Stored items:
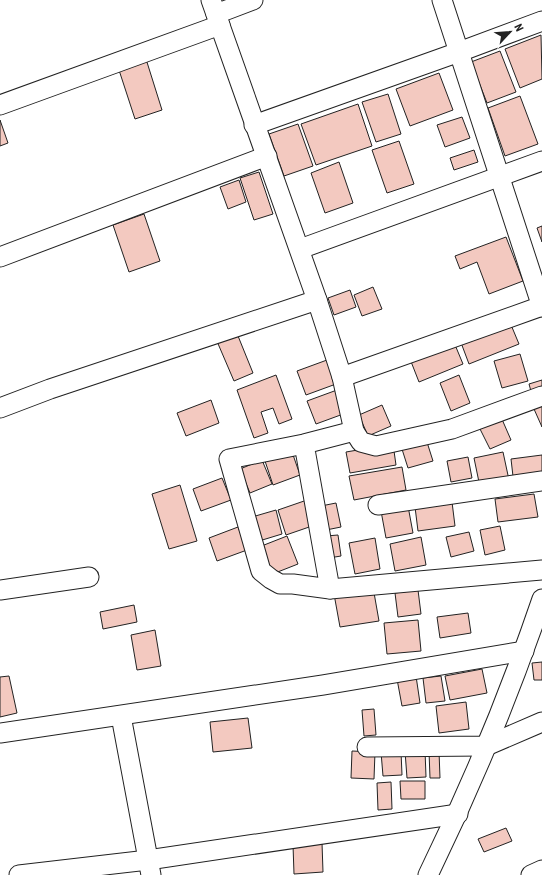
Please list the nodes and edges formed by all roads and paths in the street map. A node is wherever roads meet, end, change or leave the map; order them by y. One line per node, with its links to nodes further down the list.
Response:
1 (253, 0): 3 (street)
2 (442, 0): 5 (street)
3 (216, 13): 6 (street); 7 (street)
4 (542, 20): 5 (street)
5 (459, 52): 7 (street); 10 (street)
6 (0, 105)
7 (254, 125): 8 (street)
8 (267, 156): 11 (street); 12 (street)
9 (542, 160): 10 (street)
10 (498, 177): 11 (street); 14 (street)
11 (300, 249): 13 (street)
12 (0, 257)
13 (317, 300): 15 (street); 17 (street)
14 (542, 307): 15 (street)
15 (342, 377): 18 (street)
16 (542, 396): 18 (street)
17 (0, 408)
18 (354, 431): 19 (street)
19 (304, 444): 24 (street); 24 (street)
20 (542, 481): 21 (street)
21 (378, 505)
22 (542, 570): 24 (street)
23 (89, 577): 25 (street)
24 (330, 588)
25 (0, 590)
26 (542, 599): 27 (street)
27 (524, 651): 28 (street); 31 (street)
28 (121, 716): 30 (street); 34 (street)
29 (542, 722): 31 (street)
30 (0, 733)
31 (486, 746): 32 (street); 33 (street)
32 (367, 747)
33 (458, 814): 34 (street); 37 (street)
34 (149, 868): 36 (street)
35 (542, 870): 38 (street)
36 (19, 875)
37 (428, 875)
38 (531, 875)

→ **Task to complete**: Transcribe all records verbatim and omit each image.

→ **Result of this exercise**:
Please list the nodes and edges formed by all roads and paths in the street map. A node is wherever roads meet, end, change or leave the map; order them by y. One line per node, with its links to nodes further down the list.
Response:
1 (253, 0): 3 (street)
2 (442, 0): 5 (street)
3 (216, 13): 6 (street); 7 (street)
4 (542, 20): 5 (street)
5 (459, 52): 7 (street); 10 (street)
6 (0, 105)
7 (254, 125): 8 (street)
8 (267, 156): 11 (street); 12 (street)
9 (542, 160): 10 (street)
10 (498, 177): 11 (street); 14 (street)
11 (300, 249): 13 (street)
12 (0, 257)
13 (317, 300): 15 (street); 17 (street)
14 (542, 307): 15 (street)
15 (342, 377): 18 (street)
16 (542, 396): 18 (street)
17 (0, 408)
18 (354, 431): 19 (street)
19 (304, 444): 24 (street); 24 (street)
20 (542, 481): 21 (street)
21 (378, 505)
22 (542, 570): 24 (street)
23 (89, 577): 25 (street)
24 (330, 588)
25 (0, 590)
26 (542, 599): 27 (street)
27 (524, 651): 28 (street); 31 (street)
28 (121, 716): 30 (street); 34 (street)
29 (542, 722): 31 (street)
30 (0, 733)
31 (486, 746): 32 (street); 33 (street)
32 (367, 747)
33 (458, 814): 34 (street); 37 (street)
34 (149, 868): 36 (street)
35 (542, 870): 38 (street)
36 (19, 875)
37 (428, 875)
38 (531, 875)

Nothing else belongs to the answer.